June 15th, 2016
Vanya and Sonia and Masha and Spike, now in its second week of a four-week run, has received a wonderful response from audiences since it opened. Our critically acclaimed production is led under the direction of Mary Jo DuPrey. We asked her some questions about her work on this side-splitting show, and she was kind enough to respond. Enjoy!
1. Since this is your first time directing at ICT, what has your experience been like?
Directing at ICT has been so wonderful. ICT is dedicated to bringing the very best scripts to stage with the very best actors in town, which is always a pleasure for a director!
2. As someone who has also acted, how does that influence your approach as a director?

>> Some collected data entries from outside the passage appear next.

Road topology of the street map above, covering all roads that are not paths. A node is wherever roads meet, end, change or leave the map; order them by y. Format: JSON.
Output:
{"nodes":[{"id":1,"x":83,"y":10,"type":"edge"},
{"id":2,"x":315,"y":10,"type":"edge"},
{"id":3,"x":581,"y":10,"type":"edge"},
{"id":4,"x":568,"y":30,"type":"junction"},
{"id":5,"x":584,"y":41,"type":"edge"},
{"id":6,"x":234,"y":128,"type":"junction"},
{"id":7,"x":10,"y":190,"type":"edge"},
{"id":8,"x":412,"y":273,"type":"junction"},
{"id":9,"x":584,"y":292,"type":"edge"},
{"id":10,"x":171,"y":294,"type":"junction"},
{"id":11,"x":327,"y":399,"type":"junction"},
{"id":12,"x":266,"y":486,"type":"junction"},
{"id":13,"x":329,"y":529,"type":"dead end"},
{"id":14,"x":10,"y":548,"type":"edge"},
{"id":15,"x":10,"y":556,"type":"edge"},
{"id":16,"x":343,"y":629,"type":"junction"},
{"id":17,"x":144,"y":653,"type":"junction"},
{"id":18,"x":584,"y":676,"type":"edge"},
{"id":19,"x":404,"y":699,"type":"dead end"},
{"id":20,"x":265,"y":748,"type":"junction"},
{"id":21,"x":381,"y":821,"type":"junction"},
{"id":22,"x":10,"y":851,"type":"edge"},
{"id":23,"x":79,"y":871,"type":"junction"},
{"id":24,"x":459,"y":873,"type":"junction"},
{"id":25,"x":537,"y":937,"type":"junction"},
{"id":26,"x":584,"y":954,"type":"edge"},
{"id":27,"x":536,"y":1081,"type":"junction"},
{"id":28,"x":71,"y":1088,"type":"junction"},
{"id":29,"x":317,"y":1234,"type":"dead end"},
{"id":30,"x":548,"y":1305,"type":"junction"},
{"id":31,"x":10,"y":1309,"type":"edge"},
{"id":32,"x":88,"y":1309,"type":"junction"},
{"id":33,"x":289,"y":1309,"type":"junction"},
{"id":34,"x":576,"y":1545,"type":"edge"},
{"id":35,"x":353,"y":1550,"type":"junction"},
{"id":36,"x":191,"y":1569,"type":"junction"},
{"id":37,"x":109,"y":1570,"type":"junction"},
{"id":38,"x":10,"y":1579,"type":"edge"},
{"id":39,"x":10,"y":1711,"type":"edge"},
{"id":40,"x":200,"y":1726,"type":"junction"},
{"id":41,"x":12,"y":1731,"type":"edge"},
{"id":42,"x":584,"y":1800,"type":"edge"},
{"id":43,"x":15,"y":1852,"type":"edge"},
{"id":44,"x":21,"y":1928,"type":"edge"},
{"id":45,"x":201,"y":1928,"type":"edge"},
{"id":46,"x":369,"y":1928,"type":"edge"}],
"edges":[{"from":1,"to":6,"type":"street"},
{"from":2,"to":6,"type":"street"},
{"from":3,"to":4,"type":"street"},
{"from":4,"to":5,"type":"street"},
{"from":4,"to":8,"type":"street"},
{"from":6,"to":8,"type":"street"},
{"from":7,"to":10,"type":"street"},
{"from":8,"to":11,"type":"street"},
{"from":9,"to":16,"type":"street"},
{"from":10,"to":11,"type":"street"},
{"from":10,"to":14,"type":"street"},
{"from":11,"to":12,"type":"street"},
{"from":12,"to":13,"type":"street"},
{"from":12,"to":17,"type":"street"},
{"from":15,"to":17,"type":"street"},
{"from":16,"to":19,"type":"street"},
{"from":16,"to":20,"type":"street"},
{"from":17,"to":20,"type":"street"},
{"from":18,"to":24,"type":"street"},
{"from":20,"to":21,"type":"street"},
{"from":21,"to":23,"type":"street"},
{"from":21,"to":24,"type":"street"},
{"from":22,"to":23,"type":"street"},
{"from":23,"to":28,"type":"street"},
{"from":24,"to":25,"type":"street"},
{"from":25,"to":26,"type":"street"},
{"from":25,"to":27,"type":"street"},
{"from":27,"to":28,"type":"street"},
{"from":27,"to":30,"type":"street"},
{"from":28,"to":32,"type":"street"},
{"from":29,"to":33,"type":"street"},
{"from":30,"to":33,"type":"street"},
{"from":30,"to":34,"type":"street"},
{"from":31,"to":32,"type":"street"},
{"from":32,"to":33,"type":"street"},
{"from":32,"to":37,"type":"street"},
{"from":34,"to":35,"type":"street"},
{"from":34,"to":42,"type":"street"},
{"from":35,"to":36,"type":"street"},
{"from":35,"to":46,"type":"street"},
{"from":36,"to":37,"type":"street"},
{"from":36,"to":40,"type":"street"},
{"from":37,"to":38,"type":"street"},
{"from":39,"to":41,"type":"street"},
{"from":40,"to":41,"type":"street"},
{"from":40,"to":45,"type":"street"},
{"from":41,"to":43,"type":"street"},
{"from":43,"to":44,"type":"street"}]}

I think being an actor gives you a very good platform to work with actors because you have the ability to imagine the approach an actor may take and that provides a very good start for conversation about script and character. Also, training as an actor gives you the proper vocabulary and understanding to communicate with actors in a way that is meaningful and useful to them.
3. Is there added pressure when directing a play with accolades such as Vanya and Sonia and Masha and Spike?
Yes, of course, there is that pressure because many people have seen the play and have very strong ties to the original. On the other hand, the play often receives those accolades because the writing is so good, and it’s always easier to direct a great script than an average one.
4. Since he is one of the most prolific playwrights of the modern era, what do you think makes Christopher Durang such a respected playwright?
I think Durang is one of the few modern playwrights who has such an unerring command of complex language. The more we delved into this script, the more the actors and I discovered the need to be letter perfect and not paraphrase because even the slightest misplaced word lessened the work. He is so witty and erudite, and works with language in a way that one rarely sees anymore.
5. What do you hope audiences take from seeing Vanya and Sonia and Masha and Spike?
Well, I think the kernel of the play is inside Vanya’s monologue in which he bemoans the current state of American culture, but, unlike Chekhov, Durang gives a more hopeful, optimistic solution to modern angst, and that is to find refuge in family and those you love. I think that way, it’s not unlike The Wizard of Oz. “There’s no place like home.” Though ‘home’ may mean different things for different people, it is essentially, very true.